L'interprétation du rêve : un cauchemar pour Freud !

La publication de l’ouvrage fondateur de la psychanalyse ne fut pas une partie 
de plaisir pour Freud. Ses premiers disciples le poussèrent à revoir sa théorie pendant trente ans, au fil de nouvelles éditions… aujourd’hui escamotées.

Un coup de tonnerre, venu ex nihilo, a conféré ses lettres de noblesse à l’étude scientifique du rêve, valu la gloire à Freud et suscité d’emblée de multiples vocations de psychanalystes. L’interprétation des rêves (ou du rêve dans des traductions plus récentes) : un texte définitif, un classique qui a ouvert en beauté l’année 1900. Voilà un joli chapelet d’idées reçues qui méritent d’être nuancées !
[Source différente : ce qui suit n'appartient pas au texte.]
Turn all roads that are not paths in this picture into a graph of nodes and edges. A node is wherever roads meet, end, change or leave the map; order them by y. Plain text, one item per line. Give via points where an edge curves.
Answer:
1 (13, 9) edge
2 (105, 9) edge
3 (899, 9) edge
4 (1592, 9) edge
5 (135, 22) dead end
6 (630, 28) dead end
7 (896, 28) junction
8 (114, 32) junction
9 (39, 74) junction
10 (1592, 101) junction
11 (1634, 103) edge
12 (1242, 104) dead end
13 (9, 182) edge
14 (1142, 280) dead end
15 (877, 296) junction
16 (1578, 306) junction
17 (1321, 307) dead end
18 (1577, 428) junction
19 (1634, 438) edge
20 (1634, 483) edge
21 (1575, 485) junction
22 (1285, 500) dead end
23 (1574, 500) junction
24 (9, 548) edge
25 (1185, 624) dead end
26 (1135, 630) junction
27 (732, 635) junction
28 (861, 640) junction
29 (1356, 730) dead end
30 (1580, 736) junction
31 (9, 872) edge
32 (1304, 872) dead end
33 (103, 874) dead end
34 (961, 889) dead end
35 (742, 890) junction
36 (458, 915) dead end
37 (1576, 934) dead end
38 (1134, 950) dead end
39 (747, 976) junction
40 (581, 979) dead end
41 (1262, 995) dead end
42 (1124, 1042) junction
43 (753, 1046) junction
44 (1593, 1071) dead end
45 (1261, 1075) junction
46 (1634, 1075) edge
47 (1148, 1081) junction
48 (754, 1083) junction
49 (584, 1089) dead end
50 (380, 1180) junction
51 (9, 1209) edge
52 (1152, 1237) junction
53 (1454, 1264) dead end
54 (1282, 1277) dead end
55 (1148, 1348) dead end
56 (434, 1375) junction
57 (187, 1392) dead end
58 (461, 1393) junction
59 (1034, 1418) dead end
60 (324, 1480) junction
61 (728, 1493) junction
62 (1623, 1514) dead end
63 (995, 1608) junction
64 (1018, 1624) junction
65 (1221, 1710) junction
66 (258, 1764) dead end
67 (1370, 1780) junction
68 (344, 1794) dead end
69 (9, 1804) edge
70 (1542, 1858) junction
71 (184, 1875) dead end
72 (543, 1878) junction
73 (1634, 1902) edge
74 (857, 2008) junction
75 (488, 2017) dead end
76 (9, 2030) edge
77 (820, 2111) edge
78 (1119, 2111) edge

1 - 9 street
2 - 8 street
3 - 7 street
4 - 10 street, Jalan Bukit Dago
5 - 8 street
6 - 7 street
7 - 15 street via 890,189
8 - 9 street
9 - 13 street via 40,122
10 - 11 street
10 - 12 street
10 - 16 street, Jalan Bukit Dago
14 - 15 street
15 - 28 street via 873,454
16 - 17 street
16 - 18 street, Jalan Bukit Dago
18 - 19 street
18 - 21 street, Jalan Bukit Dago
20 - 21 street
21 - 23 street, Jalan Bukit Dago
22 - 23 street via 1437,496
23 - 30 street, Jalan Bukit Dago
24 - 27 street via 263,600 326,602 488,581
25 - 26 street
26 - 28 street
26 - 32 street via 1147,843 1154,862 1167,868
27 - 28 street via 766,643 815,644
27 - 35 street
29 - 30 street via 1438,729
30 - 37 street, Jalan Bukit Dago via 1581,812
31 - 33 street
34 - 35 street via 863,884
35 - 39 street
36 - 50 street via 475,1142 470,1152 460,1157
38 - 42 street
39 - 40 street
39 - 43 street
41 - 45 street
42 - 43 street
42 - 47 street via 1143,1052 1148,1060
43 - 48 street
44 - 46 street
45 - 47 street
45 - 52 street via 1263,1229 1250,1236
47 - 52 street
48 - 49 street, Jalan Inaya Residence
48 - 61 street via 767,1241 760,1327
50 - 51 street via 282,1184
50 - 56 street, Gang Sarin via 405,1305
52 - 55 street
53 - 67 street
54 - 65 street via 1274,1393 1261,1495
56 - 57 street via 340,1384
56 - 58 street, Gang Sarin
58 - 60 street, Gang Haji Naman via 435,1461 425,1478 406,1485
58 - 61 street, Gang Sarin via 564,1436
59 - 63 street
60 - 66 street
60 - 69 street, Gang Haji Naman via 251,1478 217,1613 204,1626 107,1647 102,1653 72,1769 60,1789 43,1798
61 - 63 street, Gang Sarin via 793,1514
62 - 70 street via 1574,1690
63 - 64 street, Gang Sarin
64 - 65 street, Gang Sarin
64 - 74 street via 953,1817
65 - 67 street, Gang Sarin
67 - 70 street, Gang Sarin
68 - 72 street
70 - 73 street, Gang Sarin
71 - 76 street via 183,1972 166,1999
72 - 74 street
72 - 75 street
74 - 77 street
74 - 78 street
D’abord, de manière anecdotique, si L’Interprétation des rêves est daté de 1900, il est sorti le 4 novembre 1899. Ensuite, initialement, ce n’est pas un succès : les quelques psychologues qui en font alors la critique manifestent un scepticisme glacé, et il faudra huit ans pour en écouler les 600 exemplaires. Enfin, s’intéresser aux rêves pour des motifs scientifiques n’a rien d’original : pour ne citer que les plus influents, Alfred Maury et Joseph Delboeuf, que Freud a lus et admirés, ont déjà consigné leurs rêves et tenté de les analyser dans leurs aspects psychologiques comme physiologiques. Ainsi en est-il de Gabriel Tarde, autre rêveur acharné du XIXe siècle (1). L’attention au rêve s’inscrit dans une tradition européenne vieille d’un demi-siècle. L’inno­vation chez Freud consiste à utiliser l’analyse du rêve pour proposer une première exposition théorique d’envergure de ce qu’il appelle dans des articles épars, depuis 1896, la psychanalyse.